Lula da Silva (PT) wins the election in the first round, with 53% of the valid votes, in this week’s Datafolha. The research doesn’t allow us to say almost anything about what the candidates’ voting will be in the 100 days until the first round. But the priority of Jair Bolsonaro’s (PL) campaign is to reduce the risk of losing on October 2nd.
For that, Bolsonaro needs not only to win votes, but he has to take them away from Lula. Or, with much less chance of success, he would also have to get votes from voters who were averse to voting for anyone. For the rest, he has to hope that the electorate of Ciro Gomes (PDT) or Simone Tebet (MDB) does not disband,
In theory, by the simple arithmetic of the research, the Bolsonarista task is far from impossible. About 20% of Lula voters now say they can vote for Bolsonaro and vice versa. The question is to find out what can move the electorate.
The answer becomes more nebulous when you note that, since March, poll results have changed little, aside from statistical trifles. From the end of 2021 until March, Bolsonaro won some points. Since then, his vote or the note to his government has changed almost nothing. Lula also stayed the same. Bounce rates stayed the same. The other candidates continued in their small electoral niches.
The country, however, looks like a horrendous riot and so resonates in the worlds and bubbles of public opinion, from newspapers to social media. For some reason, disasters, scandals and persistent misery did not influence votes. The noise information (sic) did not arrive or caused indifference, it is not known whether due to conviction of vote or another reason.
But something had changed in the first quarter. Bolsonaro recovered, which worried PT members and made Bolsonarismo predict a turnaround. Bolsonaro’s prestige, almost always low, varied more in the shock of the epidemic, in the first half of 2020, when he fell. It improved with the emergency aid of R$ 600. It fell even further with the end of the aid and rising inflation. But it improved even with high inflation at the beginning of the year (there were more jobs).
Whether these coincidences are the reasons for the fluctuation in popularity is impossible to pinpoint, although data and some experience indicate that yes, these may be the causes. Qualitative research suggests that parts of the electorate, women in particular, have held a lasting dislike of Bolsonaro because of his inhumanity.
Crushing Lula’s image will be a campaign motto. It’s just not clear when it starts. But even before the electoral recess in Congress, the government will approve whatever it can to take votes away from the PT, no matter if it will break the government or stock up on inflation for 2023. For Bolsonaro, this was never a problem.

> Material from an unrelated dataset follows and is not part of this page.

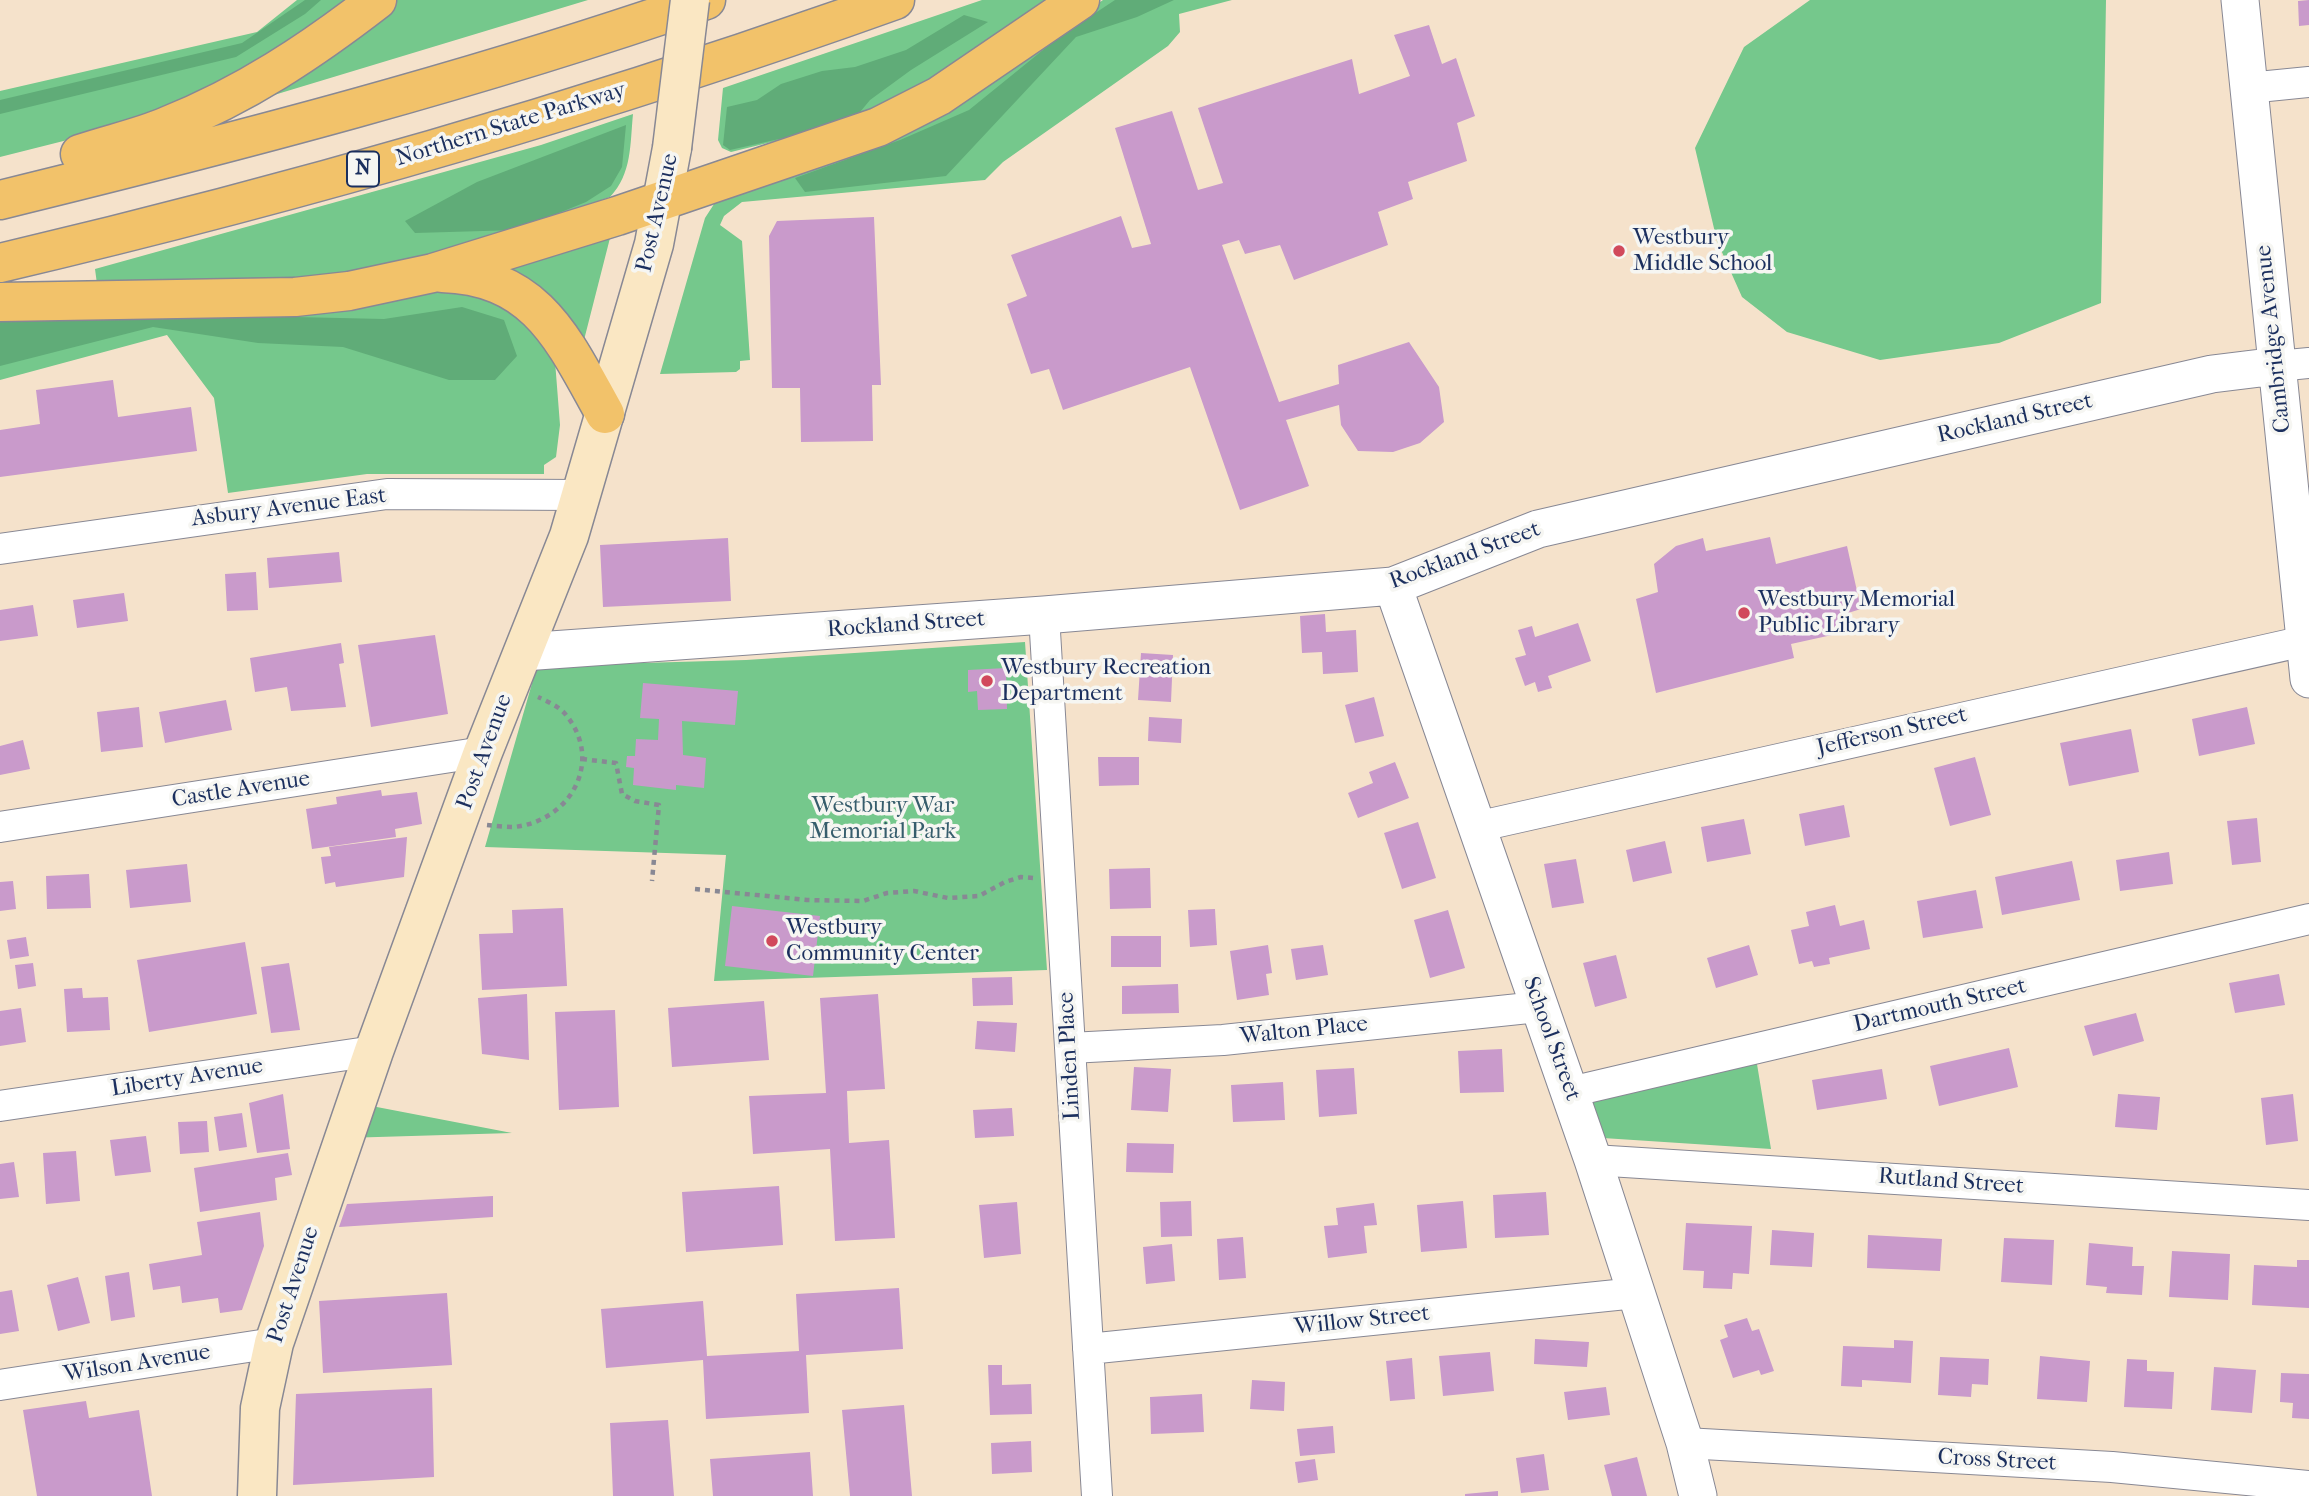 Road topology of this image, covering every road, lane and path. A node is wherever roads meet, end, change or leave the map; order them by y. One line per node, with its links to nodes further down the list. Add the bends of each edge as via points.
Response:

Instead of increasing subsidies for fuel, Bolsonaro will try to pay an Aid Brazil of R$ 600 until the end of the year, which is, by the way, the most sensible measure in the event of a price shock and misery – because it is humanly and technically more sensible. , had not been adopted until now.
The electorate that receives Auxílio Brasil evaluates the government very similarly to the average for the country. You may even notice electoral fraud, as the extra money would not be paid until the end of the year. But that’s not the point, here and now.
As has been clear since Datafolha in May, the important thing is to get enough points from Lula for a second round to take place. The socioeconomic situation will change little until October. It is difficult to remake Bolsonaro’s image. But a couple of points avoids the risk of defeat in the first round and guarantees the possibility of subversion until the second.